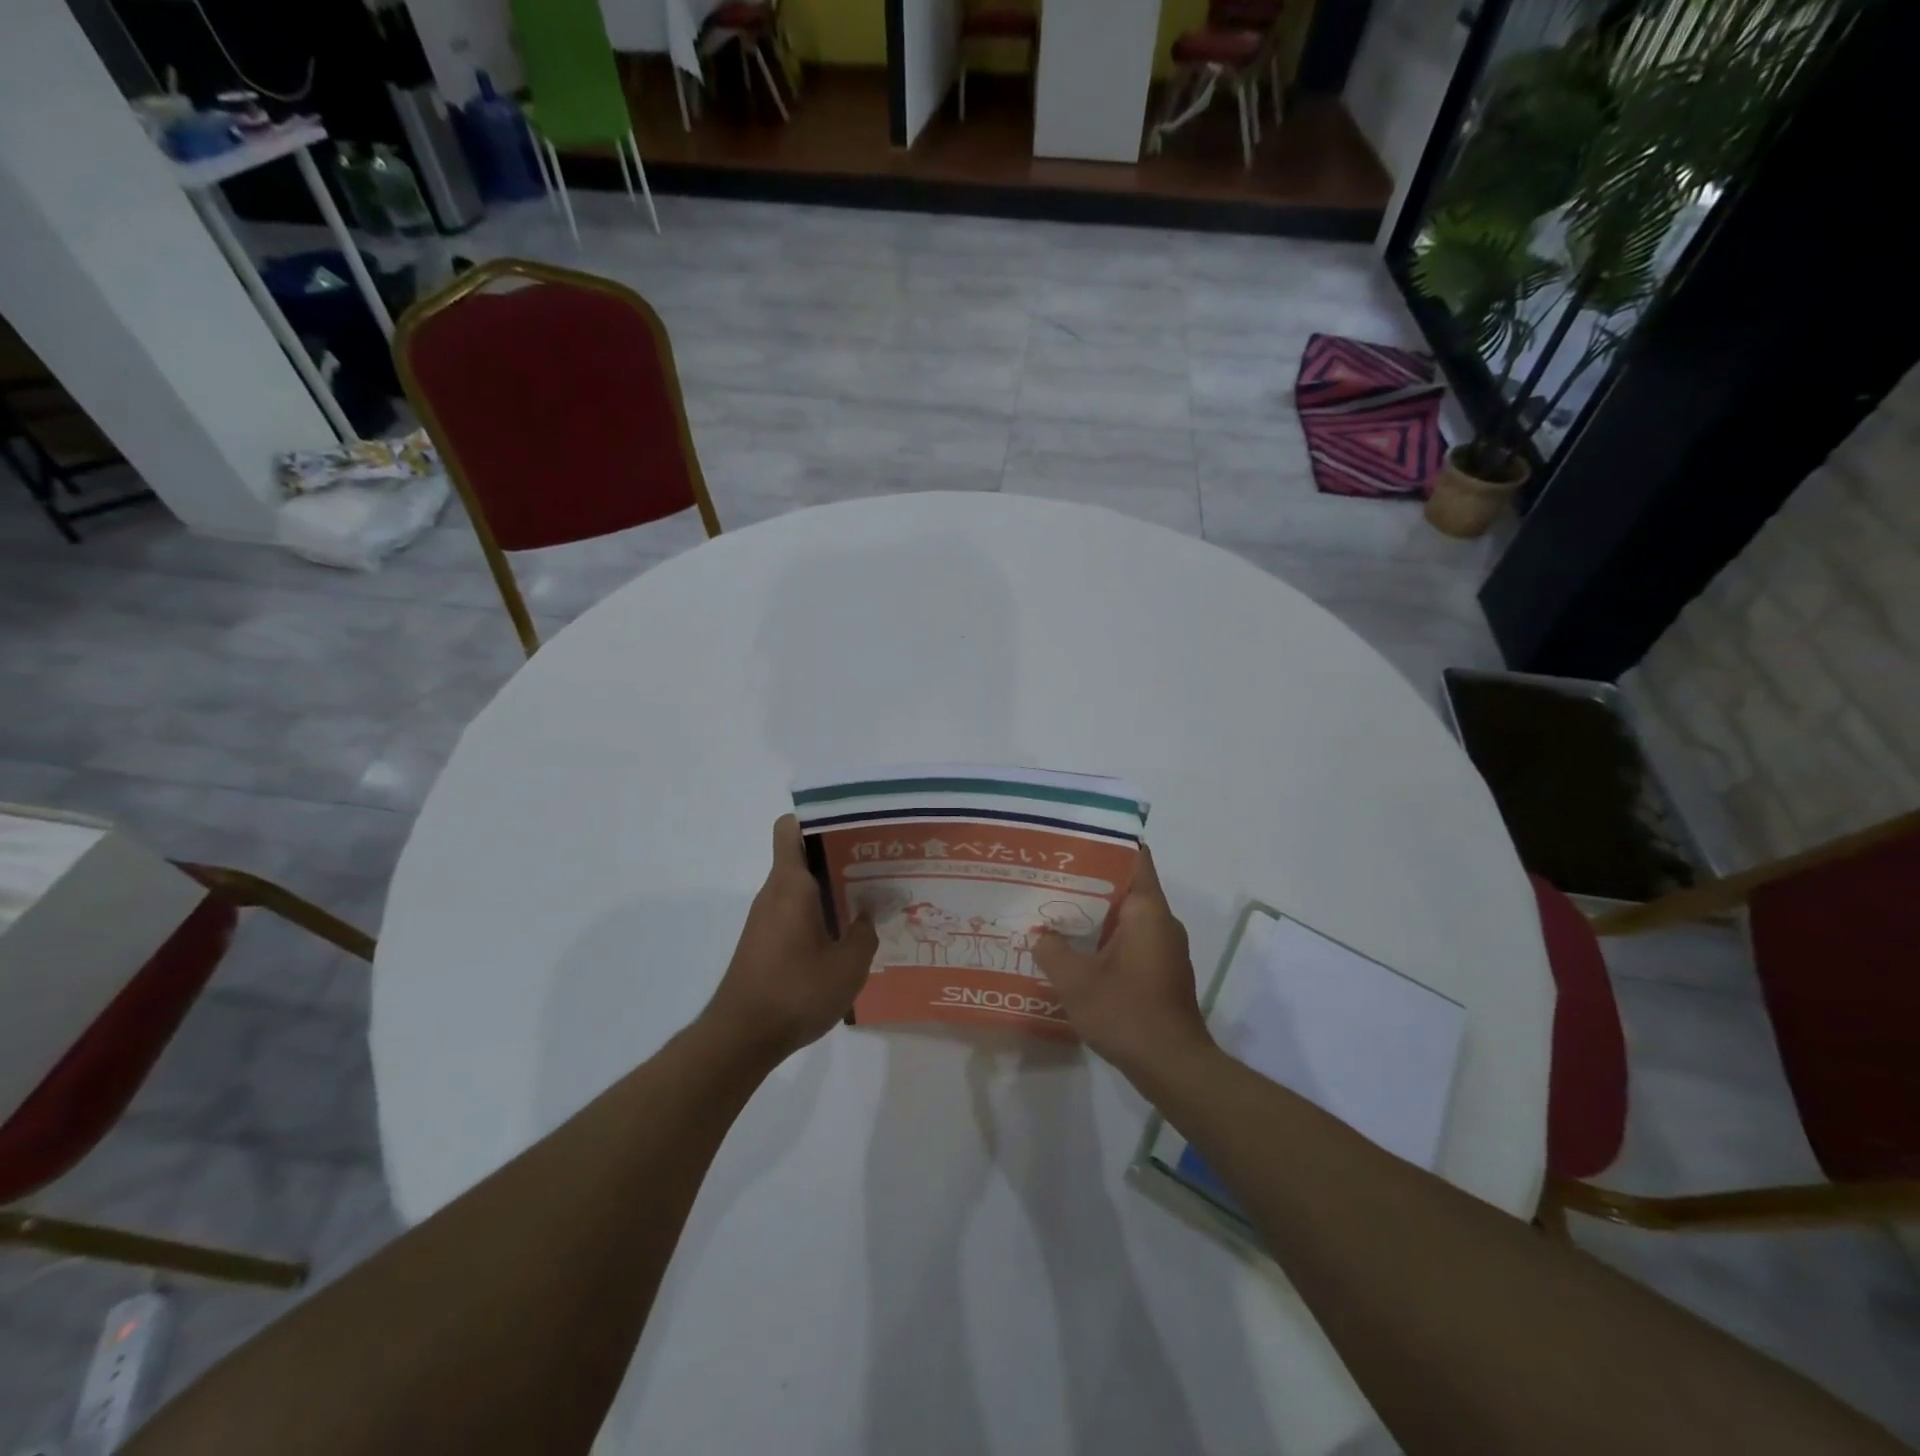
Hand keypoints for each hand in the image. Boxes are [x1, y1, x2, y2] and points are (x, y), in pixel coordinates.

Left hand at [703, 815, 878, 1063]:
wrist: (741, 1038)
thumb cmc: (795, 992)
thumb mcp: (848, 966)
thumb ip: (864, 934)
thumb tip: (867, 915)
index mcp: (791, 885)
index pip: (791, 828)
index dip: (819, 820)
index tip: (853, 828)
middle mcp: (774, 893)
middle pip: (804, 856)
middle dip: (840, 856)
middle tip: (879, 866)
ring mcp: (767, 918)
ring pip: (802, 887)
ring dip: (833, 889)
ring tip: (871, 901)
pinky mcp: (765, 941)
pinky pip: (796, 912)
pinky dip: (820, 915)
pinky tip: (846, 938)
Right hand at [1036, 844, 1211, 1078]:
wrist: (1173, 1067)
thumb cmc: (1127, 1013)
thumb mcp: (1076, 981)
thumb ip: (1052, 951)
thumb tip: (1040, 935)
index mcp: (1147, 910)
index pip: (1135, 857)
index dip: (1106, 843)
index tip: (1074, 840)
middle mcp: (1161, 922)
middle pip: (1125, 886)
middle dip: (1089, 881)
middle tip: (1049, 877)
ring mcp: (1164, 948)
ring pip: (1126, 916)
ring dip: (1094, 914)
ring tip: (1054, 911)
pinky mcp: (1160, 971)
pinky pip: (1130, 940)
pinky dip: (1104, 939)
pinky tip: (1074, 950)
####
• Task instructions: Output the data above exactly, beginning at its first line and ending with the line that holds "index mcp: (791, 885)". Leave out the pictures and add nothing.

• Response:
Hand keypoints for each hand in the image. Boxes are [x1, y1, x2, y2] and points are (x, y), in pixel coordinates.

Left hand at [703, 815, 878, 1063]:
wrist: (741, 1038)
thumb cmc: (795, 992)
thumb mcp: (848, 966)
thumb ip: (864, 934)
thumb tip: (867, 915)
index mcp: (791, 885)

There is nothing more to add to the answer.